> **ABOUT THIS TASK**
Once you have read the records, output them exactly.

> **EXCERPTED RECORDS**
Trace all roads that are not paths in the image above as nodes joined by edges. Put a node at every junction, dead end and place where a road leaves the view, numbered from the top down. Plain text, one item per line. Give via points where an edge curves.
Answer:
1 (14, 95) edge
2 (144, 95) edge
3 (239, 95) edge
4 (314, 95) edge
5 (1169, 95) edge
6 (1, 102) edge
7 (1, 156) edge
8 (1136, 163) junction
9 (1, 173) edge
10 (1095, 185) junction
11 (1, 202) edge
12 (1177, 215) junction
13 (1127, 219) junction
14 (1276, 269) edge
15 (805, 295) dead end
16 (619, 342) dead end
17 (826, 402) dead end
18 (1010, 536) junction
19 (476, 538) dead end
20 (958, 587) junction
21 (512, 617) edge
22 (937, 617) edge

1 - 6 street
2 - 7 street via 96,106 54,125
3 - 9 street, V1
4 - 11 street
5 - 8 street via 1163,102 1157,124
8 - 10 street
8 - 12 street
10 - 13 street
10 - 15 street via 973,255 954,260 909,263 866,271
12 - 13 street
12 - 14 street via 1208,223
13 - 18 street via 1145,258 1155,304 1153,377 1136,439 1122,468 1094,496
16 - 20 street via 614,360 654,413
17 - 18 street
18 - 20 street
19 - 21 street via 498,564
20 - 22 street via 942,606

> **RESULT OF THE TASK**
Trace all roads that are not paths in the image above as nodes joined by edges. Put a node at every junction, dead end and place where a road leaves the view, numbered from the top down. Plain text, one item per line. Give via points where an edge curves.
Answer:
1 (14, 95) edge
2 (144, 95) edge
3 (239, 95) edge
4 (314, 95) edge
5 (1169, 95) edge
6 (1, 102) edge
7 (1, 156) edge
8 (1136, 163) junction
9 (1, 173) edge
10 (1095, 185) junction
11 (1, 202) edge
12 (1177, 215) junction
13 (1127, 219) junction
14 (1276, 269) edge
15 (805, 295) dead end
16 (619, 342) dead end
17 (826, 402) dead end
18 (1010, 536) junction
19 (476, 538) dead end
20 (958, 587) junction
21 (512, 617) edge
22 (937, 617) edge

1 - 6 street
2 - 7 street via 96,106 54,125
3 - 9 street, V1
4 - 11 street
5 - 8 street via 1163,102 1157,124
8 - 10 street
8 - 12 street
10 - 13 street
10 - 15 street via 973,255 954,260 909,263 866,271
12 - 13 street
12 - 14 street via 1208,223
13 - 18 street via 1145,258 1155,304 1153,377 1136,439 1122,468 1094,496
16 - 20 street via 614,360 654,413
17 - 18 street
18 - 20 street
19 - 21 street via 498,564
20 - 22 street via 942,606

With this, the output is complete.